What is being asked :: Look through the material beneath and copy each line with the word "East".
START Available data
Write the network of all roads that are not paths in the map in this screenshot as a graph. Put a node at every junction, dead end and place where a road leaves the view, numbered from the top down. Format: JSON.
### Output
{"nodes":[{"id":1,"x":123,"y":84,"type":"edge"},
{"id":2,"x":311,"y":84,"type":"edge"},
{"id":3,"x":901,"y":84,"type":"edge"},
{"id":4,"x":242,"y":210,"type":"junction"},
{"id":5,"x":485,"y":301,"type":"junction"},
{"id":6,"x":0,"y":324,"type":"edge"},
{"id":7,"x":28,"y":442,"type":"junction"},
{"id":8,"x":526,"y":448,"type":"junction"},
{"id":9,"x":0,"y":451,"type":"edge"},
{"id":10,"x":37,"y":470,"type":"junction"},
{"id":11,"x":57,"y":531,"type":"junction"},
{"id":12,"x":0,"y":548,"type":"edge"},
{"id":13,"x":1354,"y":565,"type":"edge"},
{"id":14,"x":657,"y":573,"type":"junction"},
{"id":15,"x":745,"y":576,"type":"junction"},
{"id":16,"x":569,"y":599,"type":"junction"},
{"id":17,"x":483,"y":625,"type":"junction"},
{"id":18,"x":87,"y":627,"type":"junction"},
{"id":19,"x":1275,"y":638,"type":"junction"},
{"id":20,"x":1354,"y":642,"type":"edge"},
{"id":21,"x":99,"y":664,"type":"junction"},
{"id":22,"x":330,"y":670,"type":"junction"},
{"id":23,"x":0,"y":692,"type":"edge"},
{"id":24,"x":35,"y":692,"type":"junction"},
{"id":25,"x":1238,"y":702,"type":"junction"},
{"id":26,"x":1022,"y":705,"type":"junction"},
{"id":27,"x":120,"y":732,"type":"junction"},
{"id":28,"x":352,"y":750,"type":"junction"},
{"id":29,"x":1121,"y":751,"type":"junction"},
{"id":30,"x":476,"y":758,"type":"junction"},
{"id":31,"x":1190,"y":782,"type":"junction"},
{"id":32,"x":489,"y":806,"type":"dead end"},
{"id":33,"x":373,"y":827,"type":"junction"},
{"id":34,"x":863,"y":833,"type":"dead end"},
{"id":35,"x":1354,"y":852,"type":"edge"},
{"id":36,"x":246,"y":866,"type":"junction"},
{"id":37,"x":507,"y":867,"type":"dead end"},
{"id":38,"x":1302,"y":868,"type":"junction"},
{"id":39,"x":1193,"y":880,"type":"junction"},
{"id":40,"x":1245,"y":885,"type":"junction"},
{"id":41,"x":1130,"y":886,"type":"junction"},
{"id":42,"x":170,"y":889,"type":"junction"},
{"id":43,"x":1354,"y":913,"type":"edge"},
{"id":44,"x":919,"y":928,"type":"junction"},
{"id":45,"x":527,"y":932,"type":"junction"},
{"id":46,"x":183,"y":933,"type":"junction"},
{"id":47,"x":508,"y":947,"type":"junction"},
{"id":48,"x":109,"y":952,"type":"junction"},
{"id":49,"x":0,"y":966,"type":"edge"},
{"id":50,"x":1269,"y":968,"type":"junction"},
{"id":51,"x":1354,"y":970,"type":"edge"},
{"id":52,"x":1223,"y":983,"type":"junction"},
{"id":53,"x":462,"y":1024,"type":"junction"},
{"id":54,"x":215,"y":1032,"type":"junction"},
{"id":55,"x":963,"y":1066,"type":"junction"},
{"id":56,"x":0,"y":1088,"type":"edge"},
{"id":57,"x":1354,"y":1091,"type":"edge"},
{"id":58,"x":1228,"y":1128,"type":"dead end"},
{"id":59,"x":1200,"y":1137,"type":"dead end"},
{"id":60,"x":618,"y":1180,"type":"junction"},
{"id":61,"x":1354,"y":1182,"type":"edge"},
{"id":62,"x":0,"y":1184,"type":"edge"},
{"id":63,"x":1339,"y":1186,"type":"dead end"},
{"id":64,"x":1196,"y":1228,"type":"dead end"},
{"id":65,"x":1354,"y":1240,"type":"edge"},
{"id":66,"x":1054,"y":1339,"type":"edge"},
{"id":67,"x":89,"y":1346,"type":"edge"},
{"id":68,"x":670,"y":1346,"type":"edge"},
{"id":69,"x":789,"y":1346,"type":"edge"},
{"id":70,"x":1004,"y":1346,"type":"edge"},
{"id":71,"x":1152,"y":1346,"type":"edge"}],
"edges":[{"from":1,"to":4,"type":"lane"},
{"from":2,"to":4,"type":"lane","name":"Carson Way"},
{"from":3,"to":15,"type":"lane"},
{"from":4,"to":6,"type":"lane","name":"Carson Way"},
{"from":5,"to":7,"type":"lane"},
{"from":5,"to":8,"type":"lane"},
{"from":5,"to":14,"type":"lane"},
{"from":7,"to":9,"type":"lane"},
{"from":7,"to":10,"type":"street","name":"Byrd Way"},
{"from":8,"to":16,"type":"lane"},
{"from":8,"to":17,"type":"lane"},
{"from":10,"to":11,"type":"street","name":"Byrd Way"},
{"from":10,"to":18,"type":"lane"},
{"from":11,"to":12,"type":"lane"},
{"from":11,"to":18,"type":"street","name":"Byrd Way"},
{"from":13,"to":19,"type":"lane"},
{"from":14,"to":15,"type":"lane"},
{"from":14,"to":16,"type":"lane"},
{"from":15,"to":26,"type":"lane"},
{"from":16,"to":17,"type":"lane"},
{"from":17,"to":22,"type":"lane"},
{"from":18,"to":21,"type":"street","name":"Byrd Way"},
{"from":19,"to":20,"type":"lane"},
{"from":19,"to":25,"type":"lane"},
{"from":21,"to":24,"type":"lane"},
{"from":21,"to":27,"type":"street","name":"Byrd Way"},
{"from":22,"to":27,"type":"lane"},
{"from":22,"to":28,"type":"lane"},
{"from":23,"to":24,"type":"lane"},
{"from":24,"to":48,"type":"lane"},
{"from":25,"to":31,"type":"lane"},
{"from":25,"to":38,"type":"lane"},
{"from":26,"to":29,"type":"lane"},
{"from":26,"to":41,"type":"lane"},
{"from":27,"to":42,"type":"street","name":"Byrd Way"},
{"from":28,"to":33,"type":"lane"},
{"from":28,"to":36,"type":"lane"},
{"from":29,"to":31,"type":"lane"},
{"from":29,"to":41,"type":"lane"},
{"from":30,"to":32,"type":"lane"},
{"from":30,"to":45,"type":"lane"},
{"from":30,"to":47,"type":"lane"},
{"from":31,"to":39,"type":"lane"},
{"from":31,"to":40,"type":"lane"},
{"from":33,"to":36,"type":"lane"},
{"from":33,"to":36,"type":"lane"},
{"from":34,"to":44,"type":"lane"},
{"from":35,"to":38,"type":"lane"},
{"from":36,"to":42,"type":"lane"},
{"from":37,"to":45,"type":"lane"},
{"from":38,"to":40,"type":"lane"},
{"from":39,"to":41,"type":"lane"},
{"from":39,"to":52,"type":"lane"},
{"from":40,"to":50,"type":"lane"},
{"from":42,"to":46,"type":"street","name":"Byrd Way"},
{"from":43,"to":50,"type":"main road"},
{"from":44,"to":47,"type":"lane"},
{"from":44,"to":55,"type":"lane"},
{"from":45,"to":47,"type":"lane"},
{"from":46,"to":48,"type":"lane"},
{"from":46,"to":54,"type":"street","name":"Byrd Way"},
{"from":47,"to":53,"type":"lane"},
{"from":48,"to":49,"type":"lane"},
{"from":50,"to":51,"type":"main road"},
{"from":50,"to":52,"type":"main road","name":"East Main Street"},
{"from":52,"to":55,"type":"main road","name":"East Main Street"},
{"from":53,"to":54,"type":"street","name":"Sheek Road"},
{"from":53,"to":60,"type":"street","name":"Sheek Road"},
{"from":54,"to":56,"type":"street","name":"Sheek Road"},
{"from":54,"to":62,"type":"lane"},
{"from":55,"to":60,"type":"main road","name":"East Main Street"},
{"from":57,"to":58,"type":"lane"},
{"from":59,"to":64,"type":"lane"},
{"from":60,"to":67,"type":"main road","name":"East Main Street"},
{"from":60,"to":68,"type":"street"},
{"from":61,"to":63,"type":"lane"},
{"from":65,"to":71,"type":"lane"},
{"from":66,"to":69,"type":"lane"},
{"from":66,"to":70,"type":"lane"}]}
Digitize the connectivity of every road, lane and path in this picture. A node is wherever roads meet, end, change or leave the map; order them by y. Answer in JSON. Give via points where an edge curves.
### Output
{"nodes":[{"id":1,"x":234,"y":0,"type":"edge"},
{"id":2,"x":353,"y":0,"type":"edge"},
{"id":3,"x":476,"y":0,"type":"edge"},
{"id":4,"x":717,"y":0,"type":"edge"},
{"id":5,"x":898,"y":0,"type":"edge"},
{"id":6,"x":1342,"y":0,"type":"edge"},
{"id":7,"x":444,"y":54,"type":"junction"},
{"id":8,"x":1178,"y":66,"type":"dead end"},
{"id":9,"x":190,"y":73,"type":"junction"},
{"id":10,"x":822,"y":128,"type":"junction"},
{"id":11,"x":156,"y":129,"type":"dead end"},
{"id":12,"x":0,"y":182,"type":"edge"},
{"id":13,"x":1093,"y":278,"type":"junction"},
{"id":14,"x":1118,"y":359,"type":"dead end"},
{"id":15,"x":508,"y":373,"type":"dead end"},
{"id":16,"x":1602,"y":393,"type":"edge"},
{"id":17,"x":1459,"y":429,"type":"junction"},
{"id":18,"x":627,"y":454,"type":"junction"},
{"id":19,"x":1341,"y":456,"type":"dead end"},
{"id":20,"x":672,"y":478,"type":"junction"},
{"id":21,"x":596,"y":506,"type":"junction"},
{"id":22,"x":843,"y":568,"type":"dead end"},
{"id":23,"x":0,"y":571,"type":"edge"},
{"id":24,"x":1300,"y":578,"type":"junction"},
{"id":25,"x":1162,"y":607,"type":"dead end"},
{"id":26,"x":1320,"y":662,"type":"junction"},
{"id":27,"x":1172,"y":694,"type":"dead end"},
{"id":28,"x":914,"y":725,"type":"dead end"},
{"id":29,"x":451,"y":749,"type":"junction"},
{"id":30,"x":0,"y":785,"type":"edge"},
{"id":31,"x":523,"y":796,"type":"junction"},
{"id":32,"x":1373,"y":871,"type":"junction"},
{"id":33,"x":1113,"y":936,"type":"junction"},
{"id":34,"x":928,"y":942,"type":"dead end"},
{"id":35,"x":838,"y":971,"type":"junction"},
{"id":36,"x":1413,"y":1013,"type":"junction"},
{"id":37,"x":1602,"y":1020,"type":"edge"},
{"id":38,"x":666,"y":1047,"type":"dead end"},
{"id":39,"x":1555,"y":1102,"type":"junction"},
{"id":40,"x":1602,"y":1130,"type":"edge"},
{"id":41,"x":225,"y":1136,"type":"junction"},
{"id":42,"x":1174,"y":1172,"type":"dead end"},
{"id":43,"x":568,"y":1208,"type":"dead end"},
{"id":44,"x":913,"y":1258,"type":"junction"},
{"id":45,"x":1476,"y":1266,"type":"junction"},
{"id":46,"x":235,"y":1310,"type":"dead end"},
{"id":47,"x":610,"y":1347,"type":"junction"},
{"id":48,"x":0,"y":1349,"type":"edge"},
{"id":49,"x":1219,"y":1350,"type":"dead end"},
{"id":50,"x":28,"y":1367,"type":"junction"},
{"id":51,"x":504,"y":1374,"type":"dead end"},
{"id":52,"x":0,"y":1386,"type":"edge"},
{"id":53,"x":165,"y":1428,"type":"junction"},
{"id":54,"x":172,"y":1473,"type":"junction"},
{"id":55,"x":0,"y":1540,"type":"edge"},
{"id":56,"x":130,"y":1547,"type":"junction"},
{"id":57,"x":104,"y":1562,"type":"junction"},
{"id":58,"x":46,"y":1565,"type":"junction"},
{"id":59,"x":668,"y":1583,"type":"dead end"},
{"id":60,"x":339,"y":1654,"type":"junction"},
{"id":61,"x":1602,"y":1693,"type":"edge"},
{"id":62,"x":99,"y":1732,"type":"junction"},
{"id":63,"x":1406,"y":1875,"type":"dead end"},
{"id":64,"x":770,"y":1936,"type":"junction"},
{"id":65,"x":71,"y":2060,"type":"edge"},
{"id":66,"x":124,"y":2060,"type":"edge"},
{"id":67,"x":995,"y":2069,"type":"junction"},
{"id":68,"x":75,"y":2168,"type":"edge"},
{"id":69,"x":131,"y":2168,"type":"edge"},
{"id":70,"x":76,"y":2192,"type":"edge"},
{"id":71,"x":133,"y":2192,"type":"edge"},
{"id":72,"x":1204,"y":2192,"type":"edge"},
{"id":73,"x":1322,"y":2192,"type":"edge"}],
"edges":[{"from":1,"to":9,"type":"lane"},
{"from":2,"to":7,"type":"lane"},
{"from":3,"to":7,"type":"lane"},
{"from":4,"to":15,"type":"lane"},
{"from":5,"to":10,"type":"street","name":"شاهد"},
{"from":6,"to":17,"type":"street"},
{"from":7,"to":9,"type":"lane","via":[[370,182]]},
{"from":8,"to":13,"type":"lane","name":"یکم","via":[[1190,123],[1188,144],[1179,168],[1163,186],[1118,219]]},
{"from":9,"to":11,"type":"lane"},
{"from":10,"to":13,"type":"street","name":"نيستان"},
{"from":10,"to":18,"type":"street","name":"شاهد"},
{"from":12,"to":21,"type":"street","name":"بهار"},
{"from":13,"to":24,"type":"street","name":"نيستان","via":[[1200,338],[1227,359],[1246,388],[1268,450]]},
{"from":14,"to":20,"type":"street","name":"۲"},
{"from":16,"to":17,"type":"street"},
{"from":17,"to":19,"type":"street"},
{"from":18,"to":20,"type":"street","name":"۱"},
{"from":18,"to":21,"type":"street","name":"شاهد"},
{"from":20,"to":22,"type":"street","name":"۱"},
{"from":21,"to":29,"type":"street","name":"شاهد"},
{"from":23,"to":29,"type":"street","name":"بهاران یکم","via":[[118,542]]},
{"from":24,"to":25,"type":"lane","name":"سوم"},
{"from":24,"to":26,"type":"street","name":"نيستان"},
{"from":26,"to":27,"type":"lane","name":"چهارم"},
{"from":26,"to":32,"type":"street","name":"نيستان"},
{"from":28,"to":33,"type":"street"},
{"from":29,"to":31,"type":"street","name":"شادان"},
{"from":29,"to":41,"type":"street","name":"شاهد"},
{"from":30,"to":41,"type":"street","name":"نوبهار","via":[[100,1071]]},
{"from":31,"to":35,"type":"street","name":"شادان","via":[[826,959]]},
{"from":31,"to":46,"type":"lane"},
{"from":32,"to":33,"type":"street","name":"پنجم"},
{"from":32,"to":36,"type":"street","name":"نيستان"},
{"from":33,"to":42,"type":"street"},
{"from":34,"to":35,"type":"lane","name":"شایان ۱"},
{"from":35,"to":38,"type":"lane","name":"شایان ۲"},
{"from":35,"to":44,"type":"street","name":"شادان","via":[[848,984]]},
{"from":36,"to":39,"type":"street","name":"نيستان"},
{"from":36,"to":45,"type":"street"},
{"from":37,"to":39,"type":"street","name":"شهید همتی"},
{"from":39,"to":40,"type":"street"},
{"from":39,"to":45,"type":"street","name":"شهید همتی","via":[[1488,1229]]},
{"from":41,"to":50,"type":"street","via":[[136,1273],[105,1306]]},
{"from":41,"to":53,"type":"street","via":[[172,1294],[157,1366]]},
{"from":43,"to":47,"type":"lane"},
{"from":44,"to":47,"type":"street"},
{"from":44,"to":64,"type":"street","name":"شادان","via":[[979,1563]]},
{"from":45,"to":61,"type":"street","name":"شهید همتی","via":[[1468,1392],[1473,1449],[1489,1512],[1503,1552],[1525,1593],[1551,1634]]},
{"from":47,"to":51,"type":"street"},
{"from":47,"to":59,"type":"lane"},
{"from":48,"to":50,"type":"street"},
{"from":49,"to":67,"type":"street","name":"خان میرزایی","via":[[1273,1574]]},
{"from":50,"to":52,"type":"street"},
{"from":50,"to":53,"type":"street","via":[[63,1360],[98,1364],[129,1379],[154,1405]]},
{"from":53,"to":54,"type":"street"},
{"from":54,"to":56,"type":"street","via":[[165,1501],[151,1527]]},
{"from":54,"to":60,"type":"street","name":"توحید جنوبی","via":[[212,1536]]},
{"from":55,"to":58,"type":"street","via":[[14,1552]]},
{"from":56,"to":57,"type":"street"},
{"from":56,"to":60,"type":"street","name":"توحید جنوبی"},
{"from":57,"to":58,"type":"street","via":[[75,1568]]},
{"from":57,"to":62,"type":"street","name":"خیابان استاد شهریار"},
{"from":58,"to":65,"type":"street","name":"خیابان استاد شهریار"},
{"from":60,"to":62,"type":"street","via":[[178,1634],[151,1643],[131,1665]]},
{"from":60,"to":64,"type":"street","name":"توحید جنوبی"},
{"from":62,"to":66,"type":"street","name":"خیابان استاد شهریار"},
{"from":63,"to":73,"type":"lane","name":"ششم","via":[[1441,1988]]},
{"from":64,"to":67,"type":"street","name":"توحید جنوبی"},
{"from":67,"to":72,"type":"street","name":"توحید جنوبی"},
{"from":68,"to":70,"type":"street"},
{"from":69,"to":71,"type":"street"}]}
END Available data
Result of the task ::
{"from":50,"to":52,"type":"main road","name":"East Main Street"},
{"from":52,"to":55,"type":"main road","name":"East Main Street"},
{"from":55,"to":60,"type":"main road","name":"East Main Street"},
{"from":60,"to":67,"type":"main road","name":"East Main Street"},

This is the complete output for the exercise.